Another approach is the Fourier heat equation with load:
$$\frac{\partial T}{\partial t}=\alpha \nabla^2 +\dot{Q}$$
which for the steady state reduces to:
$$\alpha \nabla^2 +\dot{Q}=0$$
Assuming a square/rectangular geometry:
$$\alpha \left(T_{xx}+T_{yy}+T_{zz} \right)+\dot{Q}=0$$
which requires three boundary conditions.
Simplifying further, by assuming the object is a perfect cube, then:
$$T_{xx}=T_{yy}=T_{zz}$$
So:
$$3\alpha T_{xx}+\dot{Q}=0$$
No partials are needed here, so:
$$3\alpha \frac{\mathrm{d}^2T}{\mathrm{d}x^2}+\dot{Q}=0$$
Set a corner of the cube at the origin of the Cartesian coordinate system and call the side of the cube $L$.
Assume the heat loss from the cube's surfaces is by convection only, then we can write:
$$k\left(\frac{\mathrm{d}T}{\mathrm{d}x}\right)_{x=0}=h(T(0)-T_o)$$
and:
$$k\left(\frac{\mathrm{d}T}{\mathrm{d}x}\right)_{x=L}=h(T(L)-T_o)$$
Make a substitution:
$$u=T-T_o$$
Then our ODE and BCs become:
$$3\alpha u''+\dot{Q}=0$$
$$u'(0)=\frac{h}{k}u(0)$$
$$u'(L)=\frac{h}{k}u(L)$$
The ODE solves easily:
$$u'=-\frac{\dot{Q}}{3\alpha}x+c_1$$
$$u=-\frac{\dot{Q}}{6\alpha}x^2+c_1 x+c_2$$
Now use the BCs.
$$c_1=\frac{h}{k}c_2$$
$$-\frac{\dot{Q}}{3\alpha}L+c_1=-\frac{h}{k}\left[\frac{\dot{Q}}{6\alpha}L^2+c_1 L+c_2\right]$$
$$-\frac{\dot{Q}}{3\alpha}L+c_1=-\frac{h}{k}\left[\frac{\dot{Q}}{6\alpha}L^2+c_1 L+\frac{k}{h}c_1\right]$$
$$-\frac{\dot{Q}}{3\alpha}L+c_1=-\frac{h}{k}\frac{\dot{Q}}{6\alpha}L^2-\frac{h}{k}c_1 L-c_1$$
$$\left(2+\frac{h}{k} L\right)c_1=\frac{\dot{Q}}{3\alpha}L\left(1-\frac{h}{k}\frac{L}{2}\right)$$
With $c_1$ and $c_2$ known and $u=T-T_O$ the core and boundary temperatutes $T(0)$ and $T(L)$ can be calculated if so wished.

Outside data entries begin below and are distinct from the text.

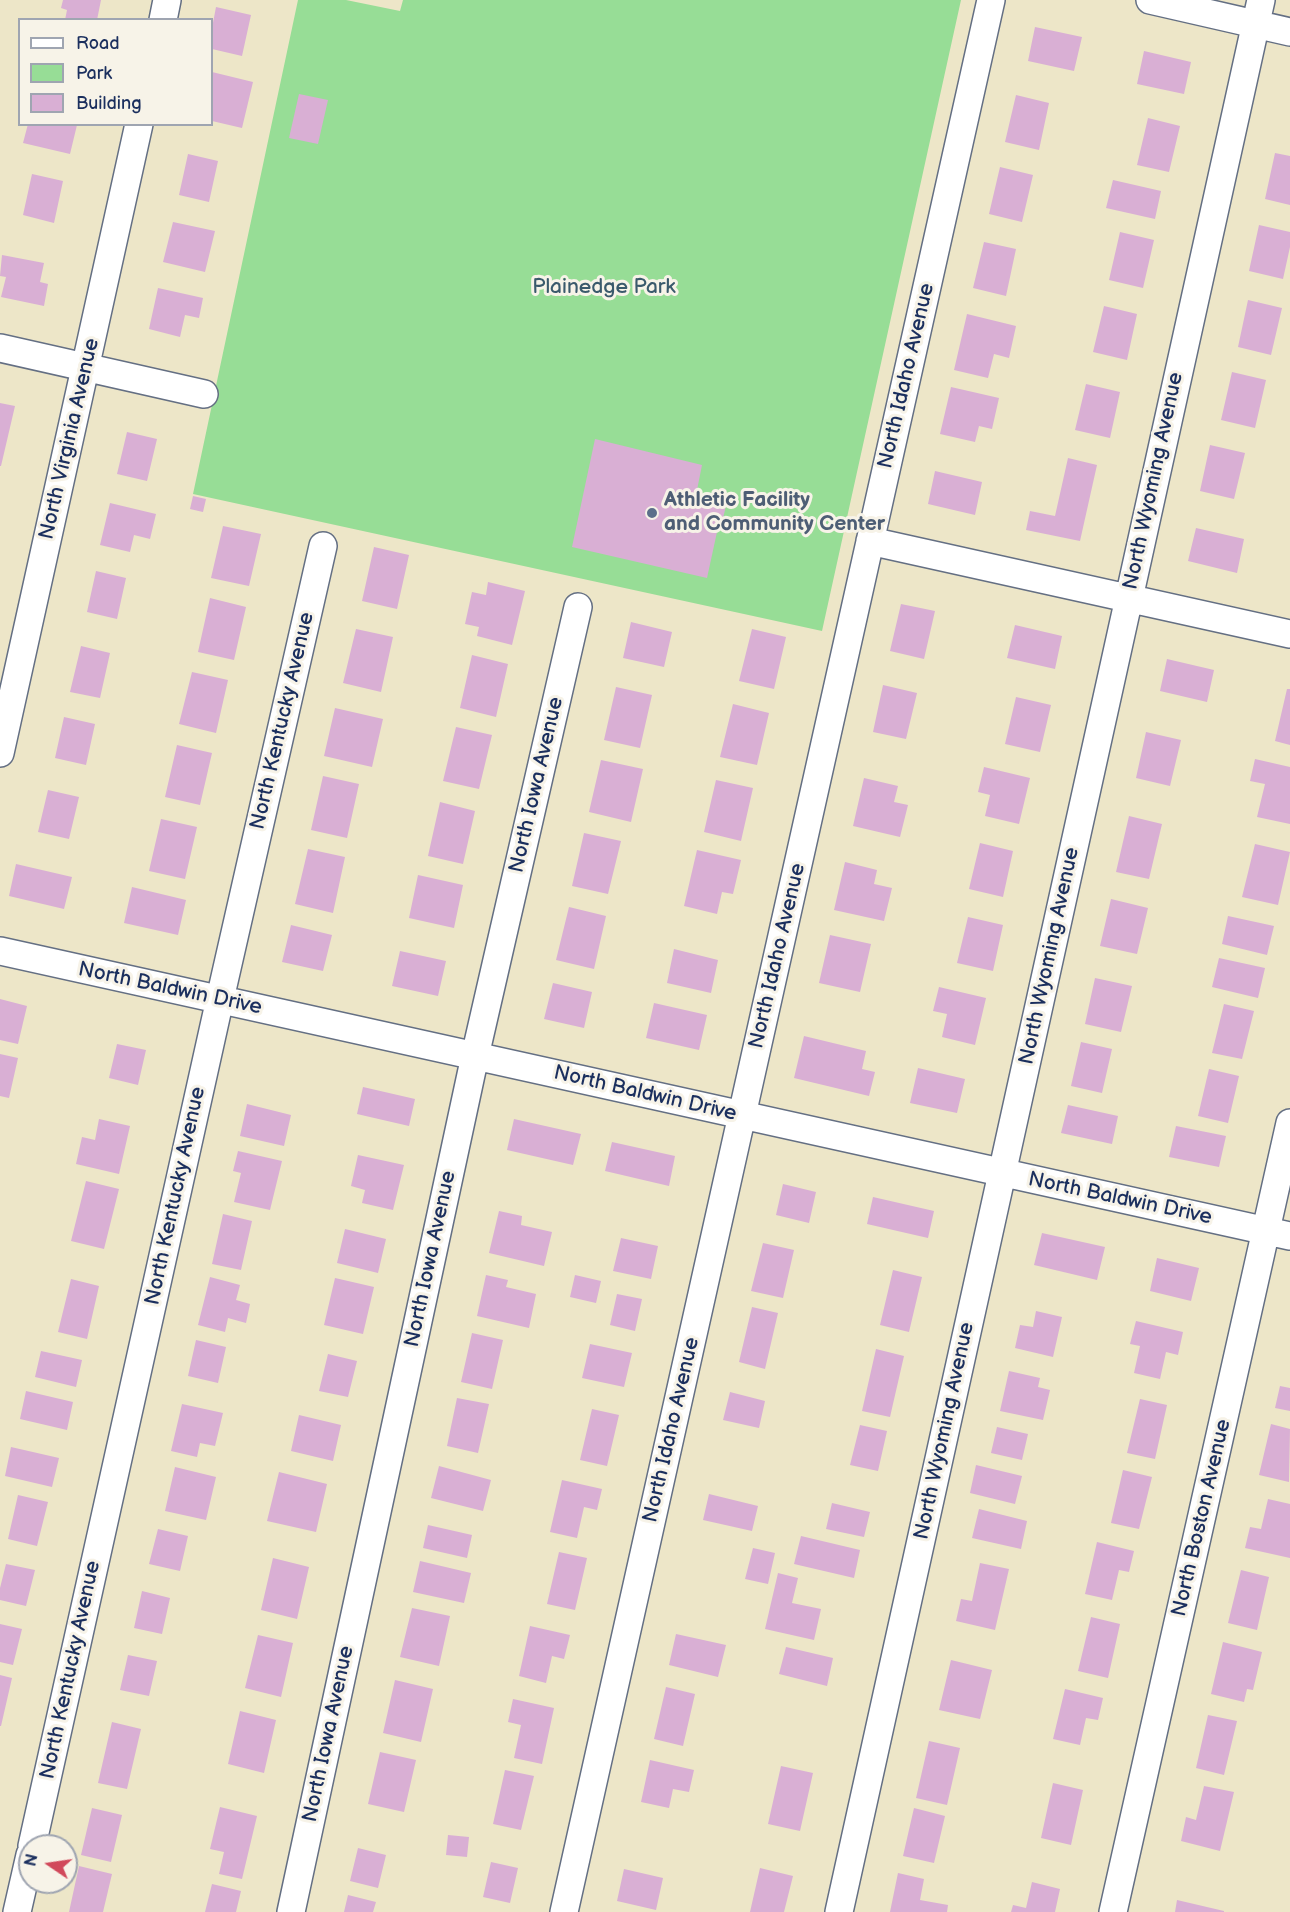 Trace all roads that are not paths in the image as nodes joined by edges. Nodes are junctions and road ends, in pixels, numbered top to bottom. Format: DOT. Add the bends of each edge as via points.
graph roads {
  1 [pos="167,0"];
  2 [pos="991,0"];
  3 [pos="1150,0"];
  4 [pos="1258,12"];
  5 [pos="163,18"];
  6 [pos="1290,32"];
  7 [pos="140,126"];
  8 [pos="0,348"];
  9 [pos="86,367"];
  10 [pos="204,394"];
  11 [pos="870,541"];
  12 [pos="323,546"];
  13 [pos="1128,599"];
  14 [pos="578,607"];
  15 [pos="1290,634"];
  16 [pos="0,753"];
  17 [pos="0,951"];
  18 [pos="219,999"];
  19 [pos="475,1056"];
  20 [pos="742,1116"];
  21 [pos="1290,1123"];
  22 [pos="1002,1173"];
  23 [pos="1278,1234"];
  24 [pos="35,1834"];
  25 [pos="21,1894"];
  26 [pos="17,1912"];
  27 [pos="291,1912"];
  28 [pos="564,1912"];
  29 [pos="839,1912"];
  30 [pos="1113,1912"];
  1 -- 5 [label="street"];
  2 -- 11 [label="street, North Idaho Avenue"];
  3 -- 4 [label="street"];
  4 -- 6 [label="street"];
  4 -- 13 [label="street, North Wyoming Avenue"];
  7 -- 9 [label="street, North Virginia Avenue"];
  8 -- 9 [label="street"];
  9 -- 10 [label="street"];
  9 -- 16 [label="street, North Virginia Avenue"];
  11 -- 13 [label="street"];
  11 -- 20 [label="street, North Idaho Avenue"];
  12 -- 18 [label="street, North Kentucky Avenue"];
  13 -- 15 [label="street"];
  13 -- 22 [label="street, North Wyoming Avenue"];
  14 -- 19 [label="street, North Iowa Avenue"];
  17 -- 18 [label="street, North Baldwin Drive"];
  18 -- 19 [label="street, North Baldwin Drive"];
  18 -- 24 [label="street, North Kentucky Avenue"];
  19 -- 20 [label="street, North Baldwin Drive"];
  19 -- 27 [label="street, North Iowa Avenue"];
  20 -- 22 [label="street, North Baldwin Drive"];
  20 -- 28 [label="street, North Idaho Avenue"];
  21 -- 23 [label="street, North Boston Avenue"];
  22 -- 23 [label="street, North Baldwin Drive"];
  22 -- 29 [label="street, North Wyoming Avenue"];
  23 -- 30 [label="street, North Boston Avenue"];
  25 -- 26 [label="street"];
} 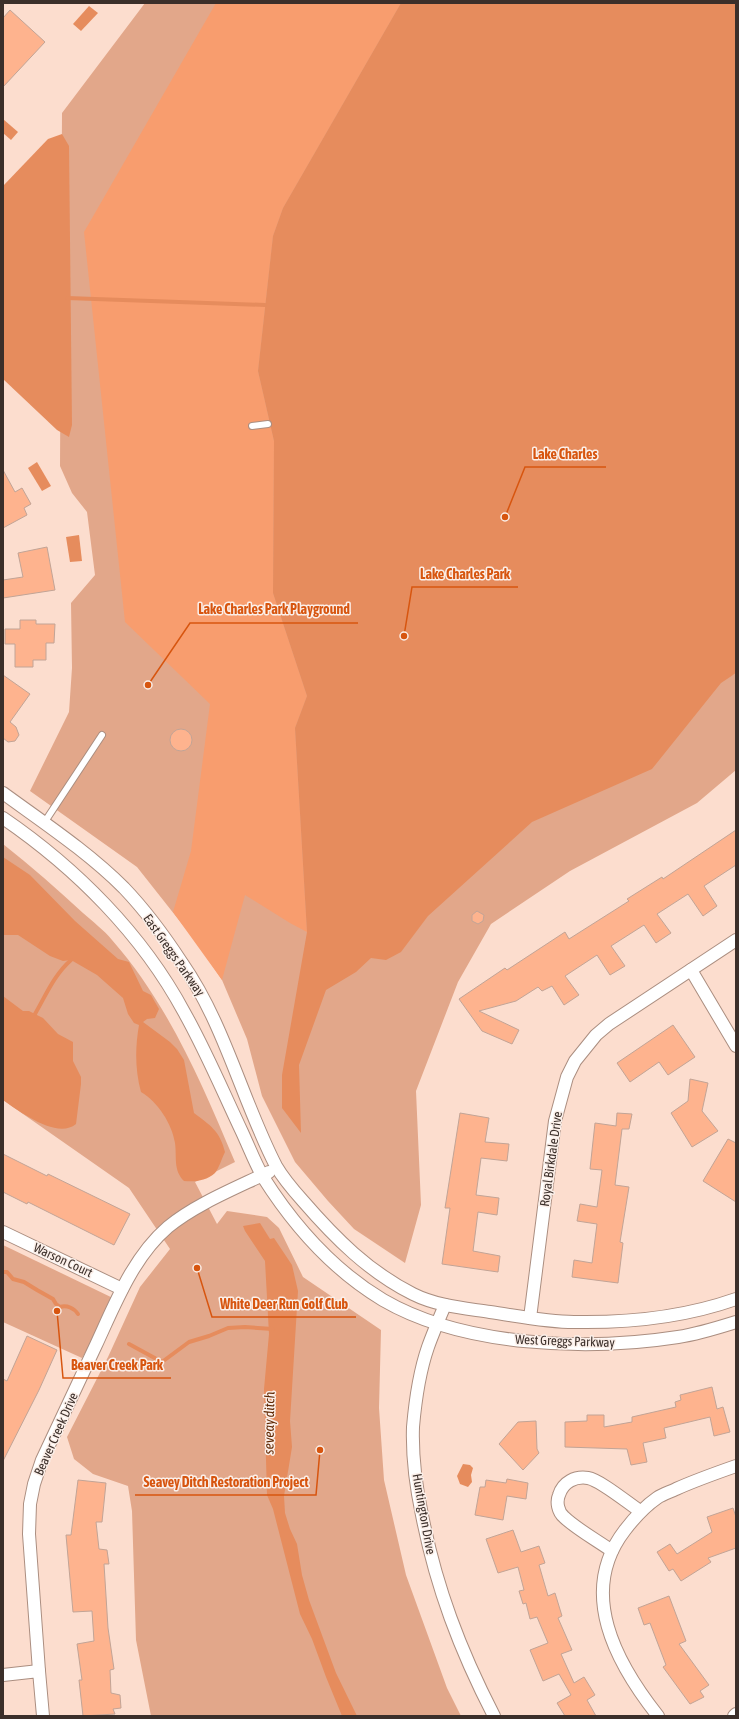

Note that the $\alpha$ and $\dot{Q}$ are not the same as in the derivation above this one.
Best Answer
The equation you've been trying to derive is $$\dot{Q}=2\pi k\frac{(T_1-T_0)}{\ln{(r_0/r_1)}}$$where $\dot{Q}$ is the rate of heat loss per unit length of pipe and k is the thermal conductivity of the pipe. Note that there are two unknowns ($\dot{Q}$ and $T_1$) but only one equation. To provide closure on this, as @Gert has indicated, you need to characterize the rate of heat loss from the pipe to the surrounding air in the room: $$\dot{Q}=2\pi r_0 h(T_0-T_{surr})$$where h is the convective heat transfer coefficient on the outside of the pipe. You can then get both $\dot{Q}$ and $T_1$ by combining these equations (using an estimate of h).